Что сталось с моим дедом, любившим устремить свои светлые глаза на подернутый серой пеленой горизонт, который на другом берегу рейда заслоняли полуостров Крозон и Менез-Ом? Возможно, он и есть тот самый старый царь БорисП5, с тревогой внимающий глухим ударам, сотрясающим его жилище от погреба до чердака, и старательно прилаживающий на место щепку, отколовшуюся от фанеровки красного дерева на секретере. Свою последнюю улыбку он посылает команде, построенной для расстрела. И все-таки вороны, чернеющие на голых ветвях столетних буков, вне всякого сомнения, были менильскими.

Несколько лет спустя после его смерти наступило чудное лето 1940 года. Я только что блестяще сдал в брестском лицее экзамены по элементарной математике. На исходе дня красавица эскадра покинула рейд и больше не вернулась. Военно-морские инженерные части, уходя, подожгли подземные хранилища. Мазут горел без малого неделю. Со стороны холмов, что близ Белого дома, долетал грохот взрывов, а из земли вырывались потоки горящего битума, затопляя ручьи и луга. Одновременно вздымались к небу огромные столбы красного огня и черного дыма и опускались затем на сад клубами горячего, удушливого тумана, оставляя после себя жирную, тяжелую, как снежные хлопья, сажу и напоминая своим горьким запахом плохо отрегулированную керосиновую лампу. То был запах и вкус поражения, соединенный со вкусом парадоксальной свободы, который находишь в крахе собственной нации («Ловушка для психоаналитика», продолжение).

Несколькими месяцами позже я рассказал об этом чувстве грандиозного и опустошительного бедствия в своем первом прозаическом произведении, последовавшем за двумя или тремя стихотворениями, написанными в том же году. Это была весьма классическая по форме повесть, предназначенная для представления на конкурс любителей, организованный одним еженедельником в начале оккупации, и называвшаяся «Comoedia». Ответа я так и не получил; текст повести затерялся. Если воспоминания мои достоверны, она не представляла собой никакого интереса: расплывчатая история юношеской любви, завершившейся постыдным отступлением.

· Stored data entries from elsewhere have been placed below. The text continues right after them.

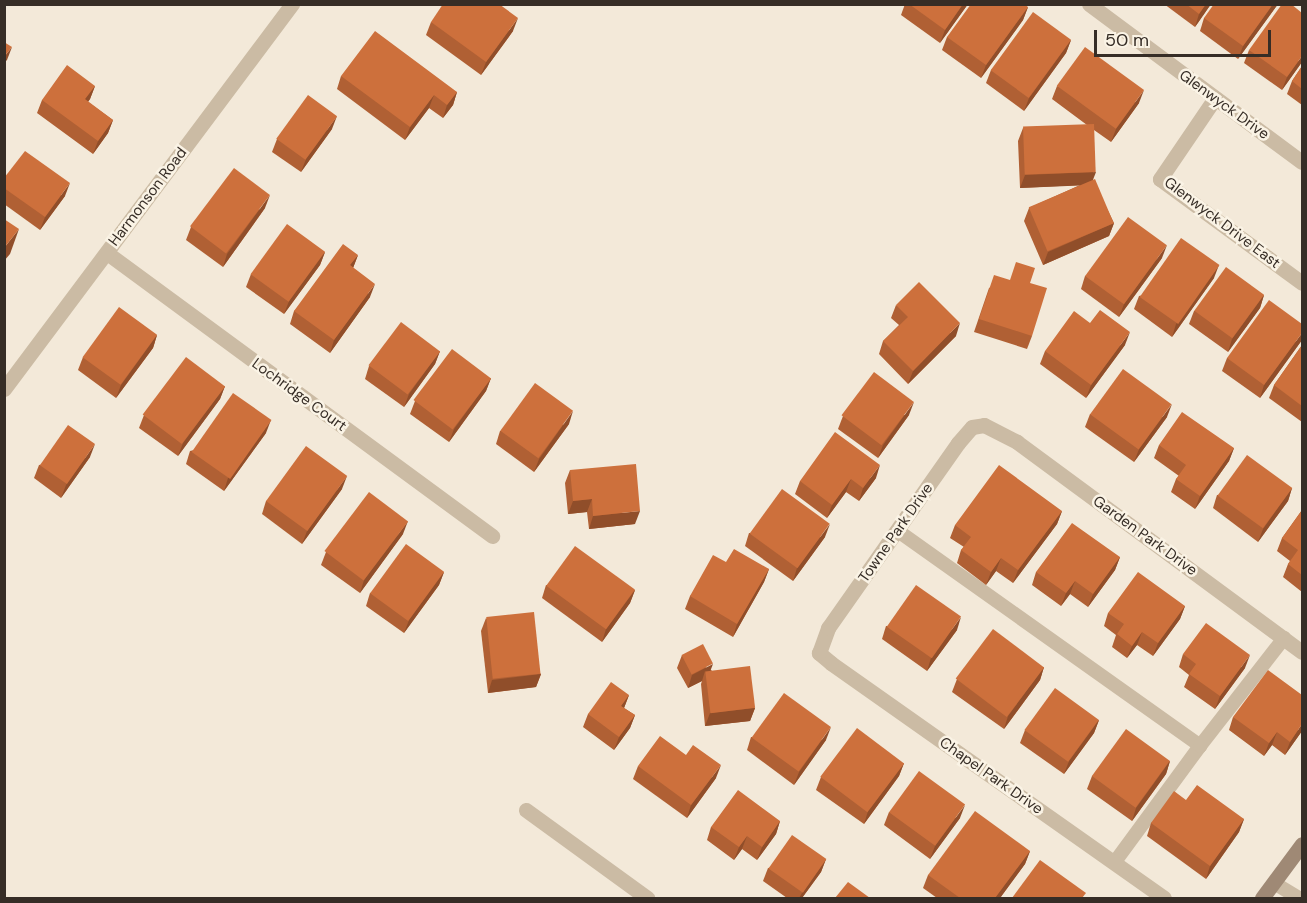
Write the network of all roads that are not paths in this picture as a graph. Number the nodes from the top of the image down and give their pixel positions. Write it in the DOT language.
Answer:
graph roads {
  1 [pos="292,4"];
  2 [pos="1089,4"];
  3 [pos="1215,98"];
  4 [pos="1302,162"];
  5 [pos="107,253"];
  6 [pos="1302,283"];
  7 [pos="4,389"];
  8 [pos="984,425"];
  9 [pos="898,531"];
  10 [pos="492,537"];
  11 [pos="1284,638"];
  12 [pos="1302,652"];
  13 [pos="819,653"];
  14 [pos="1200,746"];
  15 [pos="526,810"];
  16 [pos="1302,844"];
  17 [pos="1114,863"];
  18 [pos="1274,883"];
  19 [pos="647,898"];
  20 [pos="1164,898"];
  21 [pos="1262,898"];
  22 [pos="1299,898"];
  1 -- 5 [label="street, Harmonson Road"];
  2 -- 3 [label="street, Glenwyck Drive"];
  3 -- 4 [label="street, Glenwyck Drive"];
  3 -- 6 [label="street, Glenwyck Drive East"];
  5 -- 7 [label="street, Harmonson Road"];
  5 -- 10 [label="street, Lochridge Court"];
  8 -- 9 [label="street, Towne Park Drive"];
  8 -- 11 [label="street, Garden Park Drive"];
  9 -- 13 [label="street, Towne Park Drive"];
  9 -- 14 [label="lane"];
  11 -- 12 [label="street, Garden Park Drive"];
  11 -- 14 [label="lane"];
  13 -- 17 [label="street, Chapel Park Drive"];
  14 -- 17 [label="lane"];
  15 -- 19 [label="street"];
  16 -- 18 [label="main road"];
  17 -- 20 [label="street, Chapel Park Drive"];
  18 -- 21 [label="main road"];
  18 -- 22 [label="lane"];
}
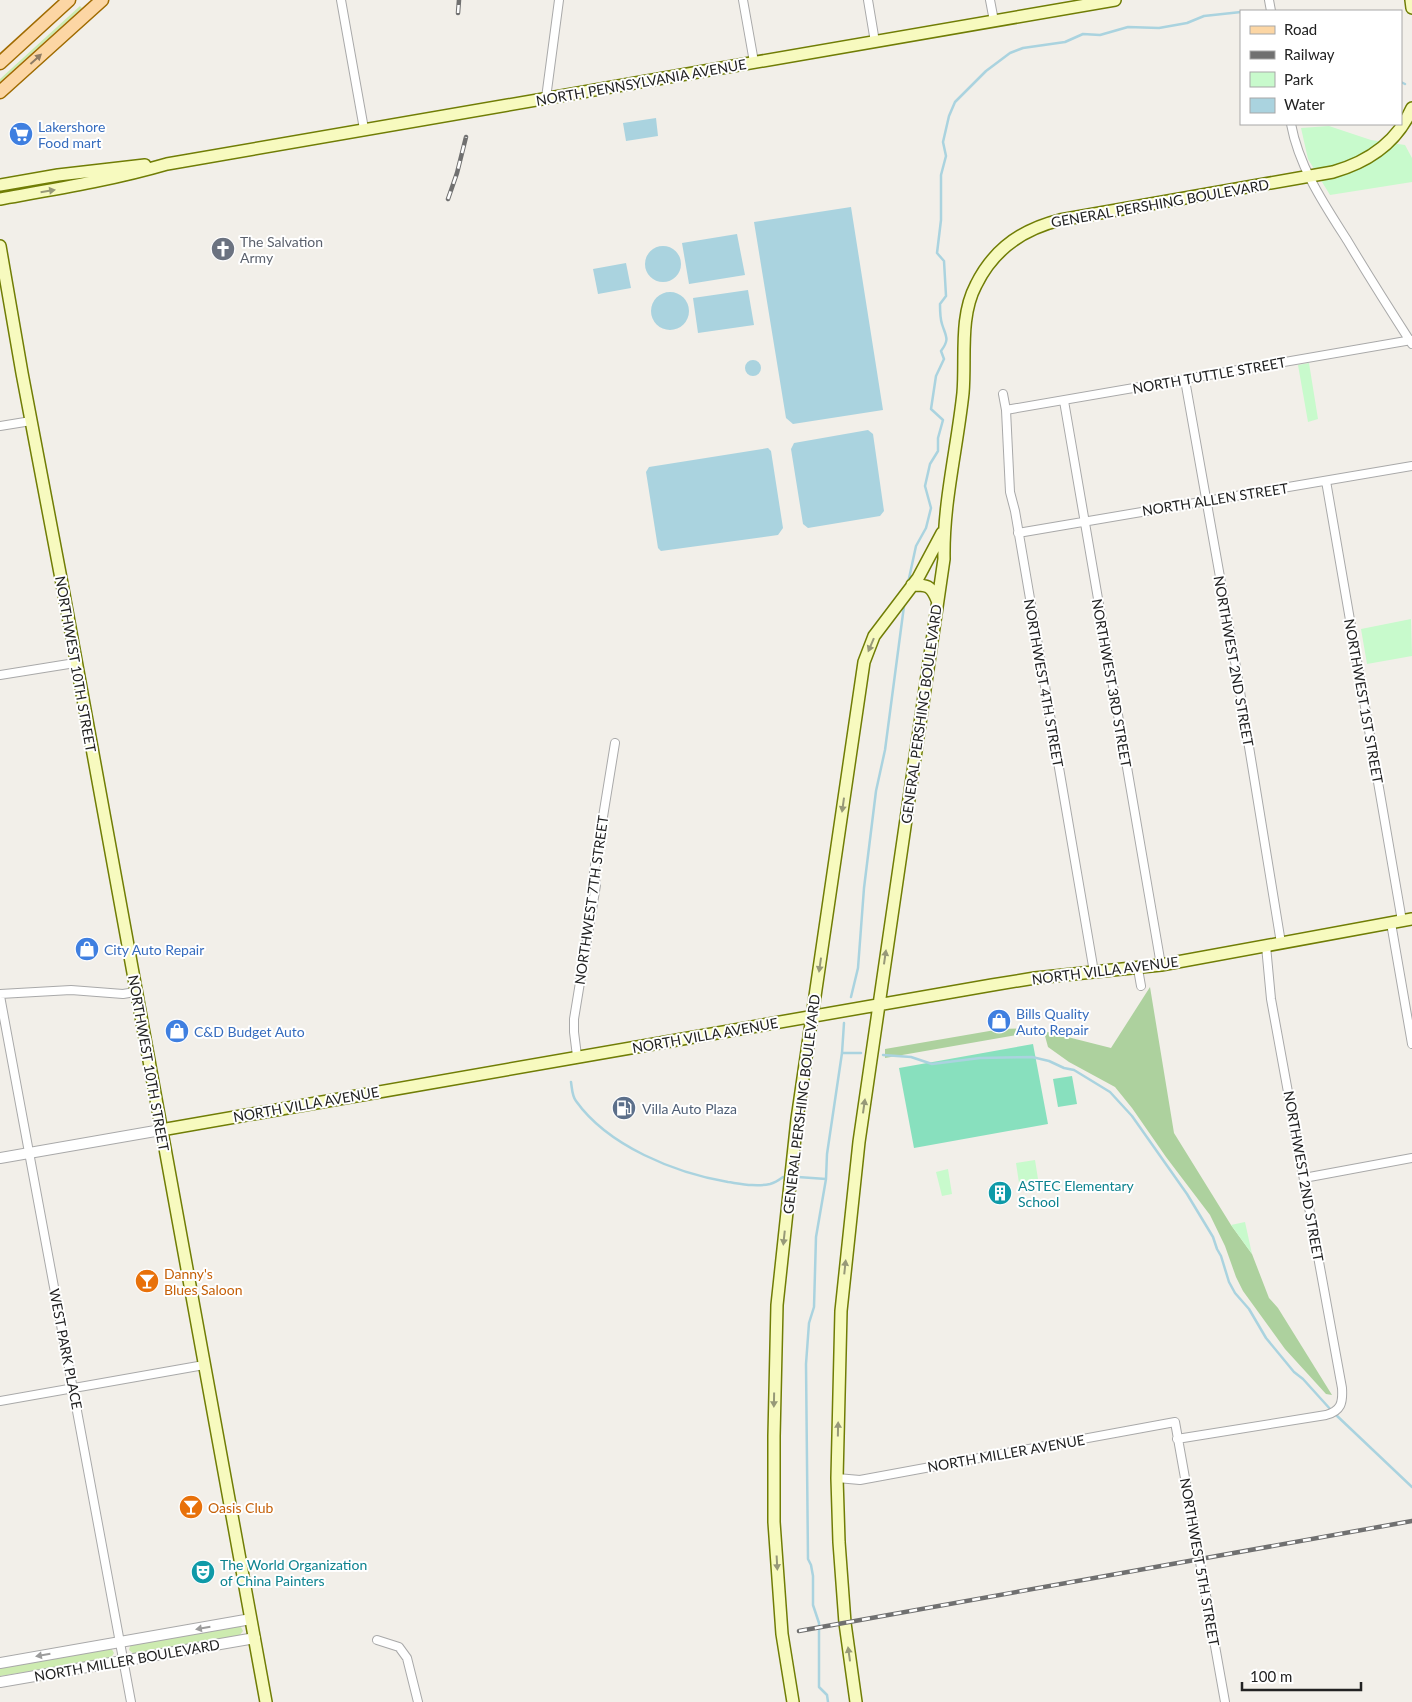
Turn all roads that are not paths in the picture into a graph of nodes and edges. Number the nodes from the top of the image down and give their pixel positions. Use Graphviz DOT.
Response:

Возможно, атмосфера флирта воссоздавала у меня в памяти воспоминания о математическом классе, где обучение было смешанным, — факт, который несомненно весьма занимал мой усердный ум, помимо его воли, на протяжении целого учебного года. Мой юный герой, покинутый и огорченный, воспринимал свое любовное фиаско как поражение, контрапунктно усугубленное нашими военными неудачами, нашим разоружением. В конце повествования он сел в одну из тарахтелок, которые увозили в неведомое отчаявшихся юношей, стремившихся к английским берегам; было их немного — столь живучей оставалась в сердцах вековечная взаимная неприязнь этих двух морских народов-соперников, теперь вдобавок обостренная неостывшими обидами, связанными с катастрофой, в значительной мере принятой на свой счет всей моей семьей. В этом не было, таким образом, видимого чувственного сходства с моей собственной историей ни в том, что касалось обиды за отвергнутую любовь, ни в том, что касалось драматического отъезда под аккомпанемент взрывов объятых пламенем цистерн. Возможно, однако, бежал от Везувия мой собственный фантом, устремившийся в погоню за безразличной и высокомерной Градивой.

На пятый день катаклизма я увидел первого немецкого солдата. Он ехал на мотоцикле с коляской по ухабистой дороге от арсенала к Керангофской долине. В люльке, выставив вперед пулемет, сидел его товарищ с тяжелой каской на голове. У обоих был усталый вид; впалые щеки покрывала свинцово-серая пыль. Такие же серо-зеленые, как их неприглядная машина, солдаты наискось пересекли поле, направляясь к кладбищу церкви Святого Покрова и подпрыгивая на кочках, одинокие и жалкие, — наши победители… Теперь этих гонцов, высланных вражеской армией, занявшей город, можно найти в «Лабиринте» вместе с их архаичным мотоциклом и изможденными лицами.